* _Raw data_:

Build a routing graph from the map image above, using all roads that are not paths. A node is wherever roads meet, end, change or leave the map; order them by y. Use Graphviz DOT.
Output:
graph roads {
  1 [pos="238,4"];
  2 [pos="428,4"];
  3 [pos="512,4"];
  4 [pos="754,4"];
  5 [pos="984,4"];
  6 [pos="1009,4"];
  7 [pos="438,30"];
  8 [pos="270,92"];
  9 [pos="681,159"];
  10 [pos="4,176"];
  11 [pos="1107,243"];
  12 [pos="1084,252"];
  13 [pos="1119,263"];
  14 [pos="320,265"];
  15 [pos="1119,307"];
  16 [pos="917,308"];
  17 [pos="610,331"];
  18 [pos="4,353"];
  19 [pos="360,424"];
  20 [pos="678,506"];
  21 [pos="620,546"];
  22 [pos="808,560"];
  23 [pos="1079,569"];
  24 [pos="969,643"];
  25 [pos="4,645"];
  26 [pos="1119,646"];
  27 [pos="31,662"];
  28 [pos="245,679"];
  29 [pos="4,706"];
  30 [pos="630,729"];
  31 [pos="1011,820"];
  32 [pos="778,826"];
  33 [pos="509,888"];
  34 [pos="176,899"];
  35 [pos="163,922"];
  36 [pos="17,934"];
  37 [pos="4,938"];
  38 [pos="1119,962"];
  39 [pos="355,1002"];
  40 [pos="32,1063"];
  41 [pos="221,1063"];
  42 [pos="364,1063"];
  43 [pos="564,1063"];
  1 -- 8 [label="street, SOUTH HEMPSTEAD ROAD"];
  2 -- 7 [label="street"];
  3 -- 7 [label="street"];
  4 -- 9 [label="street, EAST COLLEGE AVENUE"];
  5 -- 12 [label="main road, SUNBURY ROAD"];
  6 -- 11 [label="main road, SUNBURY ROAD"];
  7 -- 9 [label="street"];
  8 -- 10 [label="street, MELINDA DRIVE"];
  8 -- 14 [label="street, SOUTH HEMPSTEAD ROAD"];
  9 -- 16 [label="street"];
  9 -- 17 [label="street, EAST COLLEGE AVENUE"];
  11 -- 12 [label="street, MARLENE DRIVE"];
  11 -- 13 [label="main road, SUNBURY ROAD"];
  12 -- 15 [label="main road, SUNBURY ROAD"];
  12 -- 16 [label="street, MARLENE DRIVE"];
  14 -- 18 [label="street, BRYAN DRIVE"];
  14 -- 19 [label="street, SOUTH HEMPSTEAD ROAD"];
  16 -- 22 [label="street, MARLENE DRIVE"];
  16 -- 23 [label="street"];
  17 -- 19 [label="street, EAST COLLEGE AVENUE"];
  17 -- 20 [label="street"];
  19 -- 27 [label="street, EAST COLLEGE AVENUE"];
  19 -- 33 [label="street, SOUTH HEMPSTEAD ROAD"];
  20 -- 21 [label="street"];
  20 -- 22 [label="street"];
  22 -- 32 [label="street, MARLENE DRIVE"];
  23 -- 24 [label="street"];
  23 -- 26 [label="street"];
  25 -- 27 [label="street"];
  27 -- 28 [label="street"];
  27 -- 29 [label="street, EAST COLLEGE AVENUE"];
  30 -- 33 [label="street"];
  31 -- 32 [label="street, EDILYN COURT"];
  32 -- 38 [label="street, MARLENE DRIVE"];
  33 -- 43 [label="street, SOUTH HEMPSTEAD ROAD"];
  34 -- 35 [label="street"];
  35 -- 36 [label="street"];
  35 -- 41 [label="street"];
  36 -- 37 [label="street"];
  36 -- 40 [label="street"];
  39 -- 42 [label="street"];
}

* _Work request_: A precise copy of all the records is needed.

* _Exercise result_:
Build a routing graph from the map image above, using all roads that are not paths. A node is wherever roads meet, end, change or leave the map; order them by y. Use Graphviz DOT.
Output:
graph roads {
  1 [pos="238,4"];
  2 [pos="428,4"];
  3 [pos="512,4"];
  4 [pos="754,4"];
  5 [pos="984,4"];
  6 [pos="1009,4"];
  7 [pos="438,30"];
  8 [pos="270,92"];
  9 [pos="681,159"];
  10 [pos="4,176"];
  11 [pos="1107,243"];
  12 [pos="1084,252"];
  13 [pos="1119,263"];
  14 [pos="320,265"];
  15 [pos="1119,307"];
  16 [pos="917,308"];
  17 [pos="610,331"];
  18 [pos="4,353"];
  19 [pos="360,424"];
  20 [pos="678,506"];
  21 [pos="620,546"];
  22 [pos="808,560"];
  23 [pos="1079,569"];
  24 [pos="969,643"];
  25 [pos="4,645"];
  26 [pos="1119,646"];
  27 [pos="31,662"];
  28 [pos="245,679"];
  29 [pos="4,706"];
  30 [pos="630,729"];
  31 [pos="1011,820"];
  32 [pos="778,826"];
  33 [pos="509,888"];
  34 [pos="176,899"];
  35 [pos="163,922"];
  36 [pos="17,934"];
  37 [pos="4,938"];
  38 [pos="1119,962"];
  39 [pos="355,1002"];
  40 [pos="32,1063"];
  41 [pos="221,1063"];
  42 [pos="364,1063"];
  43 [pos="564,1063"];
  1 -- 8 [label="street, SOUTH HEMPSTEAD ROAD"];
  2 -- 7 [label="street"];
  3 -- 7 [label="street"];
  4 -- 9 [label="street, EAST COLLEGE AVENUE"];
  5 -- 12 [label="main road, SUNBURY ROAD"];
  6 -- 11 [label="main road, SUNBURY ROAD"];
  7 -- 9 [label="street"];
  8 -- 10 [label="street, MELINDA DRIVE"];
  8 -- 14 [label="street, SOUTH HEMPSTEAD ROAD"];
  9 -- 16 [label="street"];
  9 -- 17 [label="street, EAST COLLEGE AVENUE"];
  11 -- 12 [label="street, MARLENE DRIVE"];
  11 -- 13 [label="main road, SUNBURY ROAD"];
  12 -- 15 [label="main road, SUNBURY ROAD"];
  12 -- 16 [label="street, MARLENE DRIVE"];
  14 -- 18 [label="street, BRYAN DRIVE"];
  14 -- 19 [label="street, SOUTH HEMPSTEAD ROAD"];
  16 -- 22 [label="street, MARLENE DRIVE"];
  16 -- 23 [label="street"];
  17 -- 19 [label="street, EAST COLLEGE AVENUE"];
  17 -- 20 [label="street"];
  19 -- 27 [label="street, EAST COLLEGE AVENUE"];
  19 -- 33 [label="street, SOUTH HEMPSTEAD ROAD"];
  20 -- 21 [label="street"];
  20 -- 22 [label="street"];
  22 -- 32 [label="street, MARLENE DRIVE"];
  23 -- 24 [label="street"];
  23 -- 26 [label="street"];
  25 -- 27 [label="street"];
  27 -- 28 [label="street"];
  27 -- 29 [label="street, EAST COLLEGE AVENUE"];
  30 -- 33 [label="street"];
  31 -- 32 [label="street, EDILYN COURT"];
  32 -- 38 [label="street, MARLENE DRIVE"];
  33 -- 43 [label="street, SOUTH HEMPSTEAD ROAD"];
  34 -- 35 [label="street"];
  35 -- 36 [label="street"];
  35 -- 41 [label="street"];
  36 -- 37 [label="street"];
  36 -- 40 [label="street"];
  39 -- 42 [label="street"];
}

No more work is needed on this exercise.